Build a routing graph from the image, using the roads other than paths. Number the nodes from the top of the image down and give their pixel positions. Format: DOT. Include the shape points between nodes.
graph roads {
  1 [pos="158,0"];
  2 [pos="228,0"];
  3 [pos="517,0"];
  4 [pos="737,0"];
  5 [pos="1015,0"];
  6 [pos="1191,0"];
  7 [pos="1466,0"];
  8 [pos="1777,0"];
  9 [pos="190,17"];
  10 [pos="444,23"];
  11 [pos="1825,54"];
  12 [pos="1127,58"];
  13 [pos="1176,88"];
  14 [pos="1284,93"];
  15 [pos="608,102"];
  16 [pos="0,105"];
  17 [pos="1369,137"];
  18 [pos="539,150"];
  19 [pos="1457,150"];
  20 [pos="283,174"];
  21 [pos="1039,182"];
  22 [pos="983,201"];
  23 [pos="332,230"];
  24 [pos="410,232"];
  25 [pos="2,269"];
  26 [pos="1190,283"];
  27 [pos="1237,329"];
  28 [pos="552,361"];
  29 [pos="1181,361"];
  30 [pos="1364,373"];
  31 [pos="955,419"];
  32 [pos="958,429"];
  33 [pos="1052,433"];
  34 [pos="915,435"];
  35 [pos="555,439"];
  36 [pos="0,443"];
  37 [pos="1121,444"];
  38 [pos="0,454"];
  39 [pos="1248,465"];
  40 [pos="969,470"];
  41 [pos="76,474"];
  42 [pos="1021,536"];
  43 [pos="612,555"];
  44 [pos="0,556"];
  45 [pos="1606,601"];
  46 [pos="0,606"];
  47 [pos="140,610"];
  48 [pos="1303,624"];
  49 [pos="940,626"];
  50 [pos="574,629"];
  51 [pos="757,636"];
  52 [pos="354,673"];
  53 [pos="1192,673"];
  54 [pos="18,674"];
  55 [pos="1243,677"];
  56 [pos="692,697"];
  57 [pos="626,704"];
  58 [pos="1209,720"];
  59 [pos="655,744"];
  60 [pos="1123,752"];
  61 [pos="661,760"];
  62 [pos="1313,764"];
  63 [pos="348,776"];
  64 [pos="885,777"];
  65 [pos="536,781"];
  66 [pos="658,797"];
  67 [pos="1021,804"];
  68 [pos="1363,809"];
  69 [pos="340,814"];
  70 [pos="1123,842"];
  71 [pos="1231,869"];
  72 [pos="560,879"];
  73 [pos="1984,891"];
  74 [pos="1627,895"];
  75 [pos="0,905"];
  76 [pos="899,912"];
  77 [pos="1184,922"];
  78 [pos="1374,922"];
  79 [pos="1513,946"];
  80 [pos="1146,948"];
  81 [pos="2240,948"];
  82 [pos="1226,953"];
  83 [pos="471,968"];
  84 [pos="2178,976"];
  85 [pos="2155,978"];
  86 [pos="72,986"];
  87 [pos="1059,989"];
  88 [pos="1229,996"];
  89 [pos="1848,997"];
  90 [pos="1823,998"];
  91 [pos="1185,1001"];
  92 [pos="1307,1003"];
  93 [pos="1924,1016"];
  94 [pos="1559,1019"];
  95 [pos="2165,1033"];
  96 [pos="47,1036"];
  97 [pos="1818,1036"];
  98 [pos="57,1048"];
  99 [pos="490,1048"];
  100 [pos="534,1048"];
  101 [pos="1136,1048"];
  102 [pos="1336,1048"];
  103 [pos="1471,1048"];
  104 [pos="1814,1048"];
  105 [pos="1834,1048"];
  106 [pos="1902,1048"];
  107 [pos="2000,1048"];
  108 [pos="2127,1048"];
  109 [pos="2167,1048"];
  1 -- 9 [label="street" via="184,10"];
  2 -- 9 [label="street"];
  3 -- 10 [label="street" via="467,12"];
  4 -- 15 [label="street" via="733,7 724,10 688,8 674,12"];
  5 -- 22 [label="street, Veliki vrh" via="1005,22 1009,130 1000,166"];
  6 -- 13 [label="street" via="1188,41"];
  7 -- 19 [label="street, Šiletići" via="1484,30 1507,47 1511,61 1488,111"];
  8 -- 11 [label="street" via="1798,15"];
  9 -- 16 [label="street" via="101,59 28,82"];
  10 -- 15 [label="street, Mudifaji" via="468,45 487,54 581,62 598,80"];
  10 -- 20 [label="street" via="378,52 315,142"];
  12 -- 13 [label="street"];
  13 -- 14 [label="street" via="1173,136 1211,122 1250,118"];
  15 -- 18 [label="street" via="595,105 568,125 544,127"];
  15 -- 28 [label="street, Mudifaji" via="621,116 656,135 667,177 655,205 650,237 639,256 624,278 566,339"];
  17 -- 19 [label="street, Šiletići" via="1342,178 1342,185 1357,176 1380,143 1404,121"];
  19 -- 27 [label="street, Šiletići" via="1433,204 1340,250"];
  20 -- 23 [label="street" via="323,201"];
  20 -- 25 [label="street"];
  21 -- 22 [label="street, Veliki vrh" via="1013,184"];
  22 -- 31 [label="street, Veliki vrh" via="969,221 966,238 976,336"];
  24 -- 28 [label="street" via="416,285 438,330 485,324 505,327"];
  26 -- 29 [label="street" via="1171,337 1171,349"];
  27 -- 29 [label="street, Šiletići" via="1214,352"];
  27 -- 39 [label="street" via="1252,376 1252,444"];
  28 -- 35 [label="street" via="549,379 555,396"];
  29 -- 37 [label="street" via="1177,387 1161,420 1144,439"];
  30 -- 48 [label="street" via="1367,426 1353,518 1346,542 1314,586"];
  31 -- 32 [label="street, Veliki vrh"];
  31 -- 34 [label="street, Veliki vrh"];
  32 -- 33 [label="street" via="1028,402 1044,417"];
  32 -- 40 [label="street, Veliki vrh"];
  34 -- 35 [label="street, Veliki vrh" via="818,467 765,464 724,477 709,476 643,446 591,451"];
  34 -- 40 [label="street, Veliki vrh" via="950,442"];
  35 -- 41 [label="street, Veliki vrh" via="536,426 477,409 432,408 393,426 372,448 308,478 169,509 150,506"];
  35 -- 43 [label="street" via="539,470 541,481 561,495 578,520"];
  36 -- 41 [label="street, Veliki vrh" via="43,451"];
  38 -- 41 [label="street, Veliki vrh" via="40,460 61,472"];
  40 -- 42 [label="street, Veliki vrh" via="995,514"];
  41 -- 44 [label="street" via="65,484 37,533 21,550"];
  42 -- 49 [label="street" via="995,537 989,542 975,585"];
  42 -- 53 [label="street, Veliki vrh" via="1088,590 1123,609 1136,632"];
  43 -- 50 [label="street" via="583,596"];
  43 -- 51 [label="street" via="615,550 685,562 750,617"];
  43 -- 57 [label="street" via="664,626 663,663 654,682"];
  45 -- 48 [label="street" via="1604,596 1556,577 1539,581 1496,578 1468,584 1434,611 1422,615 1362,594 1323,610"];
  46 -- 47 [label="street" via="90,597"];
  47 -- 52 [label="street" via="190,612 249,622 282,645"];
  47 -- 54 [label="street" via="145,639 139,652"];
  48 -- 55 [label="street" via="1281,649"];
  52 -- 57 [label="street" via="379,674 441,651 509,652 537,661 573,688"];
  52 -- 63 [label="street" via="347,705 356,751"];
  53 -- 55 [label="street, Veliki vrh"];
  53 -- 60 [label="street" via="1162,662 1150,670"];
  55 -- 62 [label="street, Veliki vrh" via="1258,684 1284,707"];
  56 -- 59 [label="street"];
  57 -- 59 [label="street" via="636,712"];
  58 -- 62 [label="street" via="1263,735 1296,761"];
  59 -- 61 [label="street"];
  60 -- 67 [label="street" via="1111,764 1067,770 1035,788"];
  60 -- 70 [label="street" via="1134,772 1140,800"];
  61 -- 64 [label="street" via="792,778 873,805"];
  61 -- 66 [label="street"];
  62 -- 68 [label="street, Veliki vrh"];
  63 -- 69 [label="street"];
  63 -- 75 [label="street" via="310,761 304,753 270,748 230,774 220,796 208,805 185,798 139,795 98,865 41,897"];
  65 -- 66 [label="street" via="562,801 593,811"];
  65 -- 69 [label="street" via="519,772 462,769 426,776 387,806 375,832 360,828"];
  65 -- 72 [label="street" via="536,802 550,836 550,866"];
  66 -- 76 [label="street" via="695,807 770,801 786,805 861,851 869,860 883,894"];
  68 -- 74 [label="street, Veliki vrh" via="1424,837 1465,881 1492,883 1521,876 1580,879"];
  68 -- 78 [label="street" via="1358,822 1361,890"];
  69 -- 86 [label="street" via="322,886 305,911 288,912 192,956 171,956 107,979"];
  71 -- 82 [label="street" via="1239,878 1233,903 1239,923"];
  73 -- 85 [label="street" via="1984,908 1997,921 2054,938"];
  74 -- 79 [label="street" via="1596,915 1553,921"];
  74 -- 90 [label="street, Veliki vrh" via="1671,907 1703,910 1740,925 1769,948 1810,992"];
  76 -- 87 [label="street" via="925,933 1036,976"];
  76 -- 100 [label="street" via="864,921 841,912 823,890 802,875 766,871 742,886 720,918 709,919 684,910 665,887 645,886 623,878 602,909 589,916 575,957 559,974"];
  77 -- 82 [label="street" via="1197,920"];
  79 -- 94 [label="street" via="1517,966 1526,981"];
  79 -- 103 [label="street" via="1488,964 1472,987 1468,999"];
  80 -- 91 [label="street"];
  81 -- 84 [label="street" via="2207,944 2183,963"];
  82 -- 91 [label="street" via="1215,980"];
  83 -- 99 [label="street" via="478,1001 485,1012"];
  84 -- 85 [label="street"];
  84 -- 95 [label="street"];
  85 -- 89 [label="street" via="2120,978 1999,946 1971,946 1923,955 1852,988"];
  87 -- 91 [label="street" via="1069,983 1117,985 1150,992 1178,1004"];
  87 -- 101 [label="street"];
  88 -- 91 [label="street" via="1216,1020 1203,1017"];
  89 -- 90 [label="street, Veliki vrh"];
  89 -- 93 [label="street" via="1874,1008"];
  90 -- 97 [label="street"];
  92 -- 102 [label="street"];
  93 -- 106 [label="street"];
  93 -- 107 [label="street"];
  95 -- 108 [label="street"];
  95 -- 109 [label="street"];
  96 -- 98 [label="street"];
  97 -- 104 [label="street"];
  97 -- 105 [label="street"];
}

Task goal: Which lines of the data above contain the string "Šiletići"? Copy each of them.

Result:
  7 -- 19 [label="street, Šiletići" via="1484,30 1507,47 1511,61 1488,111"];
  17 -- 19 [label="street, Šiletići" via="1342,178 1342,185 1357,176 1380,143 1404,121"];
  19 -- 27 [label="street, Šiletići" via="1433,204 1340,250"];
  27 -- 29 [label="street, Šiletići" via="1214,352"];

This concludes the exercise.